Nobbs’ NSW Pride teammates know how to handle the heat too. Having come from behind to secure a draw in the 2022 Hockey One Grand Final, the Pride ended up on top in the shootout to lift the trophy.
What that result has done, however, is draw a target clearly on the back of the NSW Pride jerseys.
For Nobbs, it places her in a unique position given she missed the last Hockey One League season, playing for HC Klein Zwitserland in the Netherlands. Coming back to play for the state she grew up in, alongside many of her teammates from junior hockey, she knows the side is in a vastly different position to one they found themselves in last year.
“From what the girls were saying, I think they preferred being the underdog,” said Nobbs.
“They felt like that last year so it was quite a bit easier to play without the stress of that. It’s always easier to play a bit more freely when you’re the underdogs.
“But this season is different – we’ve got a new coach, Scotty Barker who is really relaxed. He’s given us a bit of a platform to try and play as freely as possible even with that pressure of being defending champions.”
Whatever Barker has instilled in the squad, it seems to be clicking immediately. After a bye in the opening round, the Pride women opened up a 3-0 lead in the opening 15 minutes against Brisbane Blaze (the team they beat in last year’s grand final) and they were never headed as they got their title defence underway in the best way possible.
“It was really good,” said Nobbs. “It was obviously the first time the team had played as a ‘team’ as well because half of us are based in Perth…but it was really fun. All the girls are great so it was easy to just come into the team and play together.
“A lot of us have played juniors together so it was a really good game.”
Having set up a life in Perth where she trains in the national Hockeyroos setup (“I’ve got a job and a dog there!”), Nobbs – like many other Hockeyroos and Kookaburras playing Hockey One – is juggling commitments while still aiming to contribute to a successful campaign with the Pride.
With national players spread throughout the league, and having played at the highest level of the game, Nobbs is impressed by the quality of the hockey required to be successful in the JDH Hockey One League.
“Brisbane are arguably one of the fiercest teams and the standard was really high,” she said.

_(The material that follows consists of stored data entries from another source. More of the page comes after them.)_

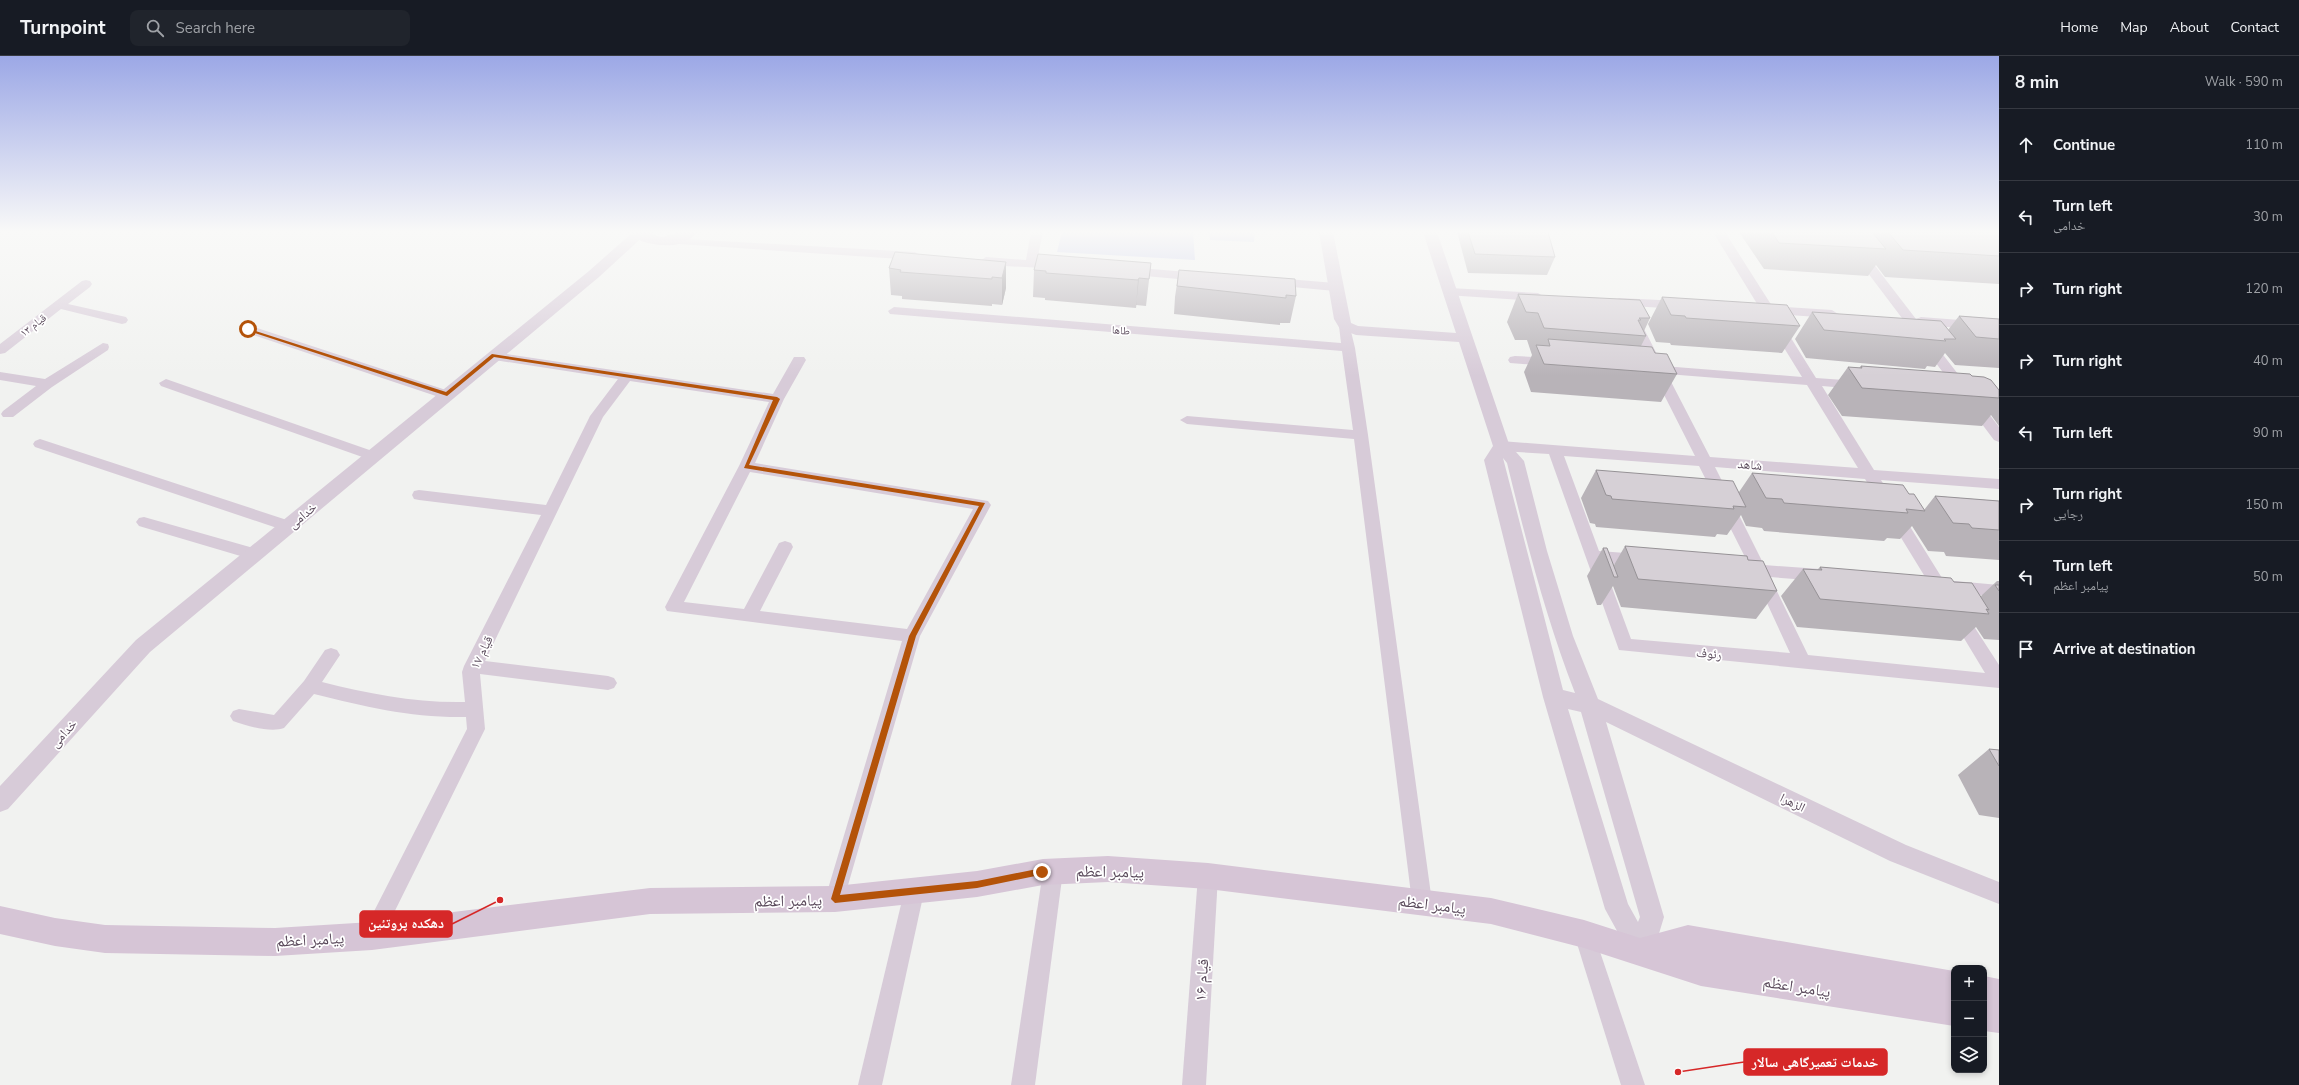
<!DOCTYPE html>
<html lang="en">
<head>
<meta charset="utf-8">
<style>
  :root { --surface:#171b24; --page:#20242c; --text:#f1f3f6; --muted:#9ea1a6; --line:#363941 }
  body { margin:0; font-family:"Nunito Sans","Noto Naskh Arabic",sans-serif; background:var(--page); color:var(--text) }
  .controls { position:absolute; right:12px; bottom:12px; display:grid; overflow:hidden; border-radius:8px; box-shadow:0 2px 6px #0003 }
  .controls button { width:36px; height:36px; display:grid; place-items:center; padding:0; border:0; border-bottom:1px solid var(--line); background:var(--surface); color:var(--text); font:20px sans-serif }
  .stop { position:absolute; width:12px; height:12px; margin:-9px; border:3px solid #b45309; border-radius:50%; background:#fff }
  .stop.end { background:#b45309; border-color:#fff; box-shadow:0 1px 4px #0008 }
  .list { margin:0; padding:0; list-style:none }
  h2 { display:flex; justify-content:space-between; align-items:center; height:52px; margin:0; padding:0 16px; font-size:17px }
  h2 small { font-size:13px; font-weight:400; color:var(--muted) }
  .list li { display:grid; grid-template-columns:26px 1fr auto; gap:12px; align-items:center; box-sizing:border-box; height:72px; padding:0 16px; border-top:1px solid var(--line) }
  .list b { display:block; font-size:15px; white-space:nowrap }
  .list p { margin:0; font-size:13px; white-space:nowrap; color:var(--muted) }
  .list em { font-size:13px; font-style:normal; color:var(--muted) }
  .icon { flex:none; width:22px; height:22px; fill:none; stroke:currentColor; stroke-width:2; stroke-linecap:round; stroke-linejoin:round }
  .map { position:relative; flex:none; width:1999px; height:1029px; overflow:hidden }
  header { display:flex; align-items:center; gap:24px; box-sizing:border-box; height:56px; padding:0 20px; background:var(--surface); border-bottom:1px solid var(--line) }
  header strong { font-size:19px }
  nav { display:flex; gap:22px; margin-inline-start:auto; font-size:14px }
  .search { width:280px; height:36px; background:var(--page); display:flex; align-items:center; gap:10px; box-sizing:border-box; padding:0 14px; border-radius:8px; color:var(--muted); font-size:15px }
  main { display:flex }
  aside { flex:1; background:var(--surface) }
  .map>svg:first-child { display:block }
  .green { fill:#c4c9ea }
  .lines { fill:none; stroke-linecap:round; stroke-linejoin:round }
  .minor { fill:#d7cbd8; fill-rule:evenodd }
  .tertiary { fill:#d7cbd8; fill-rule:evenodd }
  .secondary { fill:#d6c5d6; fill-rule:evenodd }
  .wall { fill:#b8b3b8 }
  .shaded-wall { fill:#969296 }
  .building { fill:#d6d0d6; stroke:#969296 }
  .route { fill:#b45309 }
  .labels { text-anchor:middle; stroke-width:3.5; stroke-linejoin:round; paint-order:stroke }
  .far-street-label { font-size:11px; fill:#5a4a5b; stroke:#fff }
  .street-label { font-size:13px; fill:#5a4a5b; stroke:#fff }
  .near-street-label { font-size:16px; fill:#5a4a5b; stroke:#fff }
  .leader { fill:none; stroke:#d62828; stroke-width:1.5 }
  .callout-dot { fill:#d62828; stroke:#fff; stroke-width:1.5 }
  .callout { fill:#d62828; stroke:#d62828; stroke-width:1.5 }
  .callout-label { font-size:14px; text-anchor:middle; font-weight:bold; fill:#fff }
</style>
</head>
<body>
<header>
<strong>Turnpoint</strong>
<div class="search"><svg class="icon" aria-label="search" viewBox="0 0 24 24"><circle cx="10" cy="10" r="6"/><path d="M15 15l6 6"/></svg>Search here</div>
<nav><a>Home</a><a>Map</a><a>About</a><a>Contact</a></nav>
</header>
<main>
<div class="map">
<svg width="1999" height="1029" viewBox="0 0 1999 1029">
  <rect width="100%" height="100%" fill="#f1f2f0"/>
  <g class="green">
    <path d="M1062 176H1193L1195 204 1057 196Z"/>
    <path d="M1209 176H1255L1254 186 1210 184Z"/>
  </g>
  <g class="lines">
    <g class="minor">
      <path d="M1031 176H1043L1037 205 1060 207 1062 210 1060 213 986 209 980 205 986 201 1026 204Z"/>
      <path d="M1713 176H1725L1772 250 1832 254 1838 258 1832 262 1776 258 1816 322 1858 325 1865 329 1858 333 1822 330 1874 414 1999 423V433L1881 424 1947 530 1949 527 1955 525 1999 529V541L1951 536 1952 538 1950 542 1944 544 1938 542 1865 423 1715 411 1764 509 1820 513 1826 515 1828 519 1826 523 1820 525 1770 521 1808 599 1985 617 1950 559 1952 555 1958 553 1964 555 1999 609V632L1619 594 1549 398 1501 395 1496 393 1494 390 1496 387 1501 385 1695 400 1653 317 1647 313 1650 310 1628 265 1634 261 1640 265 1663 310 1802 321ZM1667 318 1807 329 1858 412 1710 401ZM1564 400 1699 410 1748 507 1740 509 1738 513 1740 517 1754 519 1790 597 1631 583 1603 507 1639 510 1645 508 1647 504 1645 500 1639 498 1599 495Z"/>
      <path d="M1837 176H1849L1916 263 1921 261 1999 267V275L1920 269 1999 371V386L1994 384Z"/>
      <path d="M668 182 915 196 921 200 915 204 664 187 662 185Z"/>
      <path d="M1127 211 1200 217 1206 221 1200 225 1123 218 1121 215Z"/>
      <path d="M1275 222 1335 227 1341 231 1335 235 1271 229 1269 226 1271 223Z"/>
      <path d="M86 224 90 225 92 228 90 231 68 248 126 261 128 264 126 267 122 268 61 253 5 297 0 298V288L82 225Z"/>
      <path d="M1450 232 1538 237 1544 241 1538 245 1446 239 1444 236Z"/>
      <path d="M1619 242 1680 245 1686 249 1680 253 1615 249 1613 246Z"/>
      <path d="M894 251 1341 287 1339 270 1345 266 1349 267 1355 292 1368 379 1432 846 1429 853 1422 856 1415 853 1412 846 1354 383 1187 368 1180 364 1187 360 1353 374 1342 295 890 258 888 255Z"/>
      <path d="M248 269 452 336 454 339 452 342H442L244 276 242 273 244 270Z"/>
      <path d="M103 287 108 288 109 291 108 294 52 331 13 361H3L1 358 3 355 36 330 0 324V316L45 323Z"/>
      <path d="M493 296 773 338 794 301H804L806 304 784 343 755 407 988 445 991 449 920 580 842 850 835 853 828 850 825 843 902 585 667 555 665 551 739 410 769 346 630 325 603 361 485 605 608 620 614 622 617 627 614 632 608 634 480 618 485 673 379 887 372 890 365 887 361 880 365 873 467 673 466 661C412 662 366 651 314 638L284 672C271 677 247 670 233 665L230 660 233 655 239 653 274 659 304 625 325 594 331 592 337 594 340 599 322 626C370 638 415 647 465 646L462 616 464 610 541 459 419 444 414 443 412 439 414 435 419 434 546 449 590 360 618 323 488 303 486 300ZM750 416 973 453 907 573 760 555 793 491 791 487 785 485 779 487 744 553 684 546Z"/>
      <path d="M1515 300 1551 302 1558 306 1551 310 1510 307 1508 304 1510 301Z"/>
      <path d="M166 323 378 397 380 400 378 403H368L161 330 159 327Z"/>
      <path d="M40 383 293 466 296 470 293 474H283L35 391 33 388 35 385Z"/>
      <path d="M144 461 260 494 262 498 260 502 254 504 139 470 136 466 139 462Z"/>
      <path d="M1053 806 1060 808 1063 815 1035 1029H1011L1043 815 1046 808Z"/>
      <path d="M1208 811 1215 813 1218 820 1206 1029H1182L1198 820 1201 813Z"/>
      <path d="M914 826 921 829 924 836 882 1029H858L904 836 907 829Z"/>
      <path d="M1584 868 1591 871 1594 878 1645 1029H1621L1574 878 1577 871Z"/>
    </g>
    <g class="tertiary">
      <path d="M633 176H648L599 221 150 596 8 753 0 756V730L136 584 589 215Z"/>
      <path d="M1319 176H1333L1351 267 1358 270 1456 277 1423 176H1437L1509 388 1524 405 1547 495 1573 580 1598 643 1906 789 1999 826V848L1890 805 1606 666 1664 861 1651 904 1642 907 1633 904 1605 853 1543 641 1484 404 1493 390 1459 286 1356 279 1340 273 1334 263ZM1503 402 1507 407C1526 485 1546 562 1575 637L1563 634ZM1568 653 1581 656 1640 861 1638 866 1628 848Z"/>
    </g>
    <g class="secondary">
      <path d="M635 176H651L653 179 663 181 679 176H697C685 193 659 191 641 185Z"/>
      <path d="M1108 800 1208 807 1491 842 1584 864 1640 882 1688 869 1954 915V970L1701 930 1584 892 1491 868 1208 833 1108 826 1043 829 977 841 835 856 650 858 372 894 275 900 105 897 55 890 0 878V850L55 862 105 869 275 872 372 866 650 832 835 830 977 815 1043 803Z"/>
      <path d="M1984 920 1999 923V977L1984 975Z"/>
    </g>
  </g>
  <g class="wall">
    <path d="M1457 176H1548L1555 201 1547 219 1468 217Z"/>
    <path d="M1739 176H1999V228L1885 221 1876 209 1868 220 1764 213Z"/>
    <path d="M1006 206V232L1002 249 992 248V250L902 243V240L891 239 889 212Z"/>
    <path d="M1151 207 1146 250 1136 249V252L1045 244V242L1033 241 1034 214Z"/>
    <path d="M1179 214 1296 240 1290 267H1280V269L1174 258 1175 241Z"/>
    <path d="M1518 238 1650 262 1644 275 1646 280 1641 290 1655 297 1677 318 1661 346 1531 336 1524 316 1532 299 1527 284H1515L1507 266Z"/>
    <path d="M1662 241 1800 270 1782 297 1671 289 1670 287 1656 286 1648 268Z"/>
    <path d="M1812 256 1948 274 1959 260 1999 263V312L1955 309 1945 297 1935 311 1927 310 1925 313 1806 302 1795 283Z"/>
    <path d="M1861 310 1972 320 1999 334V370L1991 359 1982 370 1842 360 1828 339 1848 311 1859 312Z"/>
    <path d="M1596 414 1739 436 1752 417 1909 438 1924 454 1935 440 1999 445V504L1946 500 1944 496 1928 495 1912 470 1900 483 1887 482 1884 485 1764 475 1762 472 1746 470 1741 459 1727 479 1717 478 1715 481 1596 471 1595 468 1590 467 1581 442Z"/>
    <path d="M1625 490 1748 504 1777 535 1756 563 1621 551 1613 530 1601 549H1597L1587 520 1603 492 1614 509Z"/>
    <path d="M1820 511 1954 526 1981 540 1997 525H1999V584L1984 583 1976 571 1961 585 1797 571 1781 540 1803 513 1817 514Z"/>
    <path d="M1989 693 1999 694V762L1979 759 1958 719Z"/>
  </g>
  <g class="shaded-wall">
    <path d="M1006 206V232L1002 249V222Z"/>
    <path d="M1139 222 1136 249V252L1138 224Z"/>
  </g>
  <g class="building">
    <path d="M1468 176H1548L1555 201 1475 198Z"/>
    <path d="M1772 176H1872L1886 193 1779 187Z"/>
    <path d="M1888 176H1999V200L1903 194Z"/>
    <path d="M895 196 1006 206 1002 222 992 221V223L900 216 901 214 889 212Z"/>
    <path d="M1038 198 1151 207 1149 223 1139 222 1138 224 1046 217V215L1034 214Z"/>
    <path d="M1179 214 1295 223 1296 240 1286 239V242L1177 230Z"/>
    <path d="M1518 238 1640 244 1650 262H1639L1641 264H1638L1646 280 1544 272 1538 257 1526 256Z"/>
    <path d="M1662 241 1787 249 1800 270 1686 262 1685 260 1671 259Z"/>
    <path d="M1812 256 1941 265 1956 283H1944L1946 285 1824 274Z"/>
    <path d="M1959 260 1999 263V283L1976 281Z"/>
    <path d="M1548 283 1652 291 1655 297 1667 298 1677 318 1544 308 1536 289 1550 290Z"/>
    <path d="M1861 310 1970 318 1972 320 1984 321 1991 324 1999 334V342L1862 332 1848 311 1862 312Z"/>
    <path d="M1596 414 1733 425 1746 451 1733 450 1734 453 1612 443 1611 440 1606 439Z"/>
    <path d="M1752 417 1903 429 1909 438H1914L1925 455 1906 453 1908 457 1784 447 1782 443 1766 442Z"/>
    <path d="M1935 440 1999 445V474L1972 472 1969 468 1953 467Z"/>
    <path d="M1625 490 1747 500 1748 504 1763 505 1777 535 1638 523Z"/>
    <path d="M1603 492H1607L1618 521H1614Z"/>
    <path d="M1820 511 1951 522 1954 526 1972 527 1989 554 1986 553 1989 558 1820 543 1803 513 1822 514Z"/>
    <path d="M1995 529H1999V535Z"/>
    <path d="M1989 693 1999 694V710Z"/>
  </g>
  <linearGradient id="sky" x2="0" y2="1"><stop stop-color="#9ca8e6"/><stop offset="0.55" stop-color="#f9f9f8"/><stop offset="1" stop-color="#f9f9f8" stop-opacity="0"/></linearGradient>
  <rect width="1999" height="320" fill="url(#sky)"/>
  <path class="route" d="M246 272 446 336 492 298 777 341 780 343 749 409 985 447 916 580 840 839 977 825 1042 812 1045 813V818L977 832 835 847 831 843 909 580 979 450 744 412 773 344 494 301 447 340 246 274Z"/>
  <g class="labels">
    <g class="far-street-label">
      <text transform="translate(33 269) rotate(-38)" y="4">قیام ۱۳</text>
      <text transform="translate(1121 274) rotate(5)" y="4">طاها</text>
    </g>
    <g class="street-label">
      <text transform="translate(1750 408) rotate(5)" y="5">شاهد</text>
      <text transform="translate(302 459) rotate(-40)" y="5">خدامی</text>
      <text transform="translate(481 596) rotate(-64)" y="5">قیام ۱۷</text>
      <text transform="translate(1709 597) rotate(5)" y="5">رئوف</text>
      <text transform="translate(63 677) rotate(-48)" y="5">خدامی</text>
      <text transform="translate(1793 746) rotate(26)" y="5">الزهرا</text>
    </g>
    <g class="near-street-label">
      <text transform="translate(1110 815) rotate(1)" y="6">پیامبر اعظم</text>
      <text transform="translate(788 844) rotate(-1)" y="6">پیامبر اعظم</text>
      <text transform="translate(1432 848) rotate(7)" y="6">پیامبر اعظم</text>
      <text transform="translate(310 883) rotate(-3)" y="6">پیامبر اعظم</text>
      <text transform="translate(1201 924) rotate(-86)" y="6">قیام ۱۶</text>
      <text transform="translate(1797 930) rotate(9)" y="6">پیامبر اعظم</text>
    </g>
  </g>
  <path class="leader" d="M500 844L452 868M1678 1016L1744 1006"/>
  <g class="callout-dot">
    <circle cx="500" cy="844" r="4"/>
    <circle cx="1678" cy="1016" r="4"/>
  </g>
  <g class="callout">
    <rect x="360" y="855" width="92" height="26" rx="4"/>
    <rect x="1744" y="993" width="143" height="26" rx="4"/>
  </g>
  <g class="callout-label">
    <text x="406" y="872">دهکده پروتئین</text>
    <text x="1815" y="1011">خدمات تعمیرگاهی سالار</text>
  </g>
</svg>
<div class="controls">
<button>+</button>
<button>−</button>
<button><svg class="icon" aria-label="layers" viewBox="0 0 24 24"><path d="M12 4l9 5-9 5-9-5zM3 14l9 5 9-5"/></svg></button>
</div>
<div class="stop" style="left:248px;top:273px"></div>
<div class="stop end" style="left:1042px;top:816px"></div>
</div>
<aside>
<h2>8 min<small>Walk · 590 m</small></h2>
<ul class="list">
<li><svg class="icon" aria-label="ahead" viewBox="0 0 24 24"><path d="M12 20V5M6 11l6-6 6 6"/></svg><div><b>Continue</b></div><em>110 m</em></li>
<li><svg class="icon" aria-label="left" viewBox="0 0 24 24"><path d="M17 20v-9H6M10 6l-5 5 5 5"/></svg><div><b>Turn left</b><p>خدامی</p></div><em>30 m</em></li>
<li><svg class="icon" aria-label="right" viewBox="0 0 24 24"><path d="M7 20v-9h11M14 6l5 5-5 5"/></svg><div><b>Turn right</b></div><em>120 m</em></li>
<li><svg class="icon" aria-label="right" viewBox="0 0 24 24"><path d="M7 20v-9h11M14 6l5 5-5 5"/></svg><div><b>Turn right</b></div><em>40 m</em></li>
<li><svg class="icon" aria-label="left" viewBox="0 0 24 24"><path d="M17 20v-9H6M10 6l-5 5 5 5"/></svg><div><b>Turn left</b></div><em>90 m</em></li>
<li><svg class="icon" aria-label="right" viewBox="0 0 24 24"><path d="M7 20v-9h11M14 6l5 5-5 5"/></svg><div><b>Turn right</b><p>رجایی</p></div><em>150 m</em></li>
<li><svg class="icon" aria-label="left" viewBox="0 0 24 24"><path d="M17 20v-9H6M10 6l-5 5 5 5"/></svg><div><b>Turn left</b><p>پیامبر اعظم</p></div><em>50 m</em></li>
<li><svg class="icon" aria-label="arrive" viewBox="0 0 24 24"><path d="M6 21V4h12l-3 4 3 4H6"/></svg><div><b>Arrive at destination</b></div></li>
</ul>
</aside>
</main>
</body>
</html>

“We share a fair number of the national players across both of our teams, so based on game one the standard is at a cracking level.”
Returning to the pitch she has played on countless times in her career this Sunday, Nobbs is excited by the prospect of taking on HC Melbourne at home.
“I can’t wait,” she said. “I’ll have family and friends up in the stands so I’m really excited to play our first home match and I think it’s just going to be even more comfortable knowing that we’ve all played a game together and we’re back playing in our familiar environment.”
The women’s and men’s double header between NSW Pride and HC Melbourne is on Sunday afternoon at the Sydney Olympic Park Hockey Centre. The women’s match starts at 1:30pm AEDT followed by the men at 3pm.